If you want to check how the untrained model performs on the validation and test datasets at initialization before training, train, and then assess the trained model’s performance:
run: [val, test, train, val, test]
Note
Continuing training from a checkpoint file will continue from the last run task the checkpoint file was at before stopping. For example, if one uses run: [test, train, val, test] and a nequip-train run crashed at the train step, a run restarted from that checkpoint will continue in the train stage (skipping the initial test stage that had already been completed in the previously crashed run).
data¶
data defines the NequIPDataModule object, which manages the train, validation, and test datasets. For guidance on data configuration, see the Data Configuration guide and nequip.data.datamodule API documentation.
trainer¶
The trainer specifies arguments to instantiate a PyTorch Lightning Trainer object. To understand how to configure it, see the trainer flags and API documentation.

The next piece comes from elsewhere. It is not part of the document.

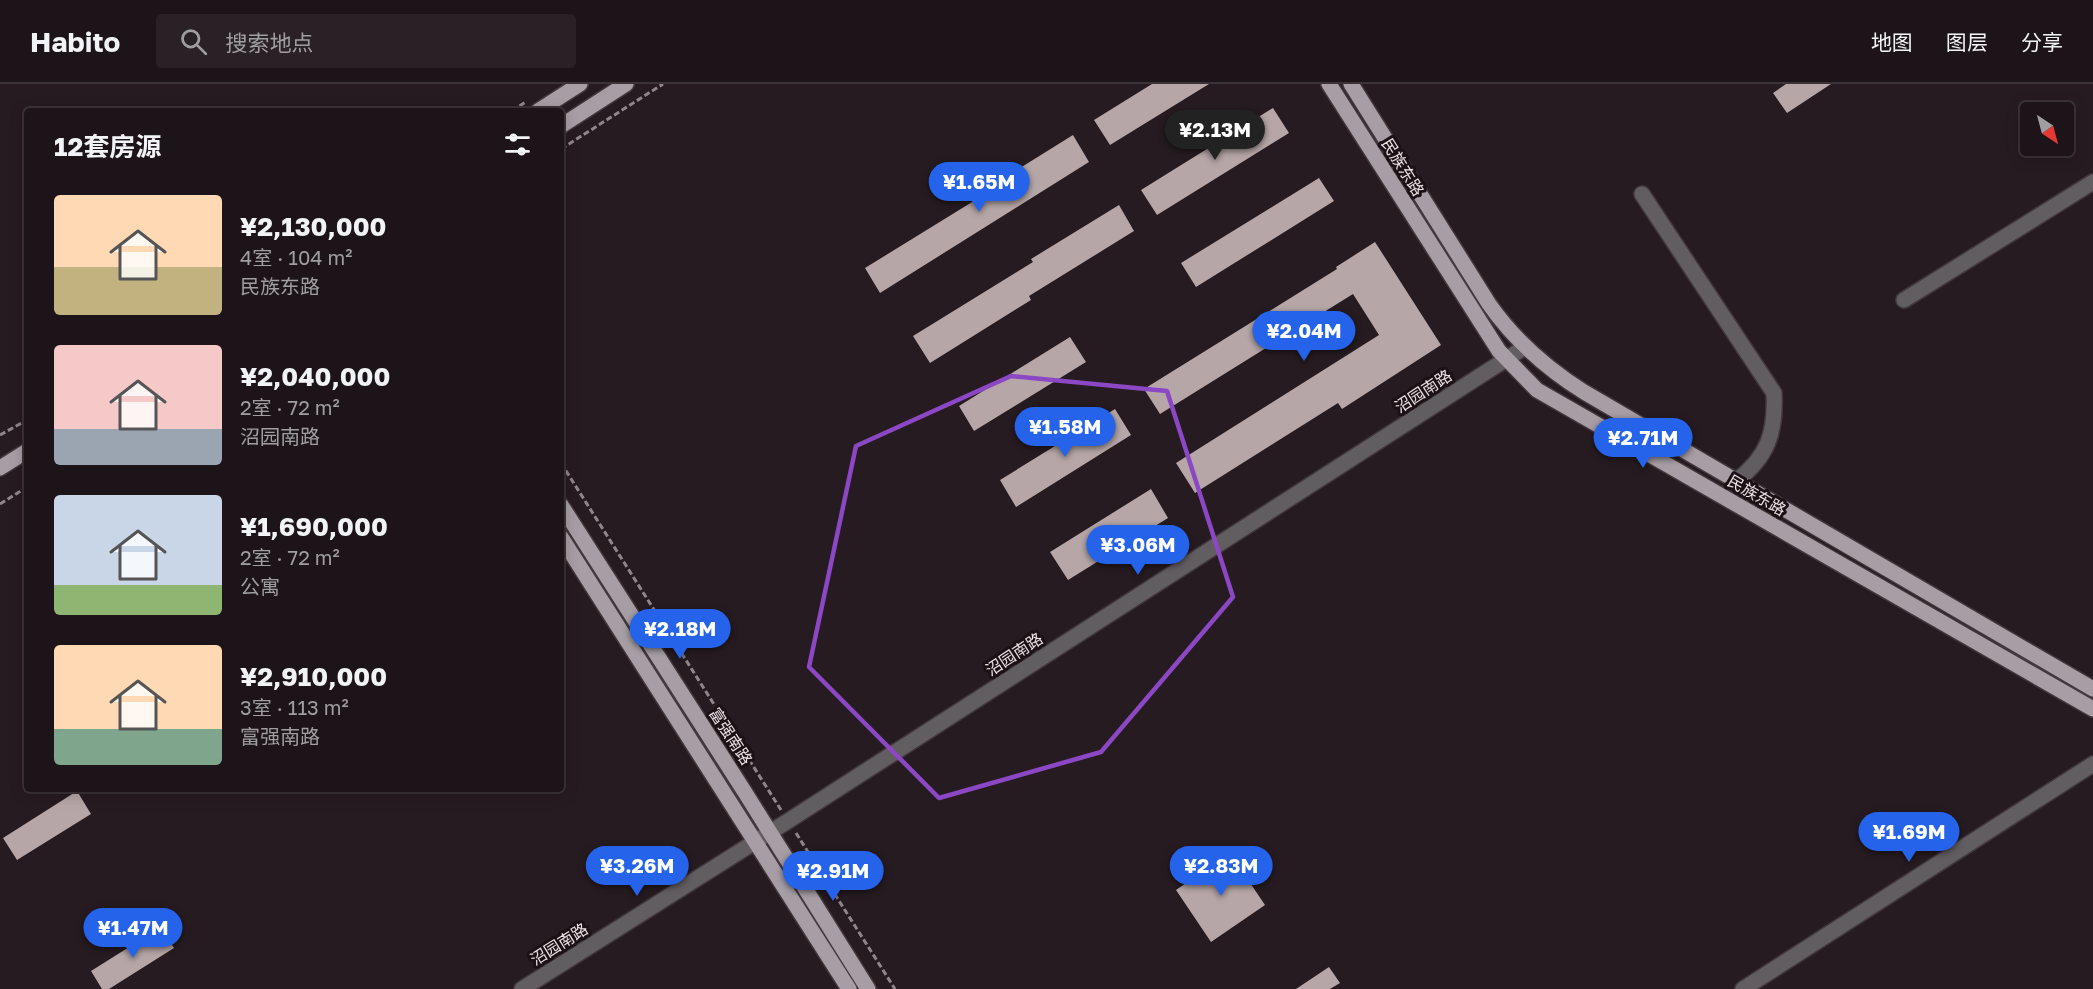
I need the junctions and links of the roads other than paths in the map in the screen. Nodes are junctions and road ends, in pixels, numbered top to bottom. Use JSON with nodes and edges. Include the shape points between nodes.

It is in the Trainer that users can specify callbacks used to influence the course of training. This includes the very important ModelCheckpoint callback that should be configured to save checkpoint files in the way the user so pleases. nequip’s own callbacks can also be used here.
Logging¶
nequip supports various loggers through PyTorch Lightning, including its built-in loggers, e.g. Tensorboard, Weights & Biases, etc.
Tensorboard¶
Tensorboard can be configured, for example, as follows:
logger:
_target_: lightning.pytorch.loggers.TensorBoardLogger
# The run name in tensorboard can be, for example, inherited from Hydra.
version: ${hydra:job.name}
# By default (not if overridden) Hydra will make `./outputs` and put various runs at `./outputs/{name}`.
# Here we add an additional `./outputs/tensorboard_logs` within which logs will be stored _across_ runs.
save_dir: outputs/tensorboard_logs
The full set of options are found in the documentation of the underlying object from PyTorch Lightning.
training_module¶
training_module defines the NequIPLightningModule (or its subclasses). Users are directed to the nequip.train.NequIPLightningModule API documentation to learn how to configure it. Usually the EMALightningModule is the right choice.
The following important objects are configured as part of the training_module:
model¶
This section configures the model itself, including hyperparameters and the choice of architecture (for example, the NequIP message-passing E(3)-equivariant GNN, or the Allegro architecture). Refer to the model documentation page to learn how to configure this section.
loss and metrics¶
Loss functions and metrics to monitor training progress are configured here in the training_module. See the Loss and Metrics guide for configuration details, including simplified wrappers, coefficient mechanics, and monitoring setup.
optimizer and lr_scheduler¶
The optimizer can be any PyTorch-compatible optimizer. Options from PyTorch can be found in torch.optim. The Adam optimizer, for example, can be configured as follows:
optimizer:
_target_: torch.optim.Adam
lr: 0.01
The lr_scheduler is configured according to PyTorch Lightning’s lr_scheduler_config (see configure_optimizers() for the full range of options). Consider the following use of ReduceLROnPlateau as an example.
lr_scheduler:
scheduler:
_target_: torch.optim.lr_scheduler.ReduceLROnPlateau
factor: 0.6
patience: 5
threshold: 0.2
min_lr: 1e-6
monitor: val0_epoch/weighted_sum
interval: epoch
frequency: 1
The scheduler is a PyTorch-compatible learning rate scheduler. Options from PyTorch can be found in torch.optim.lr_scheduler.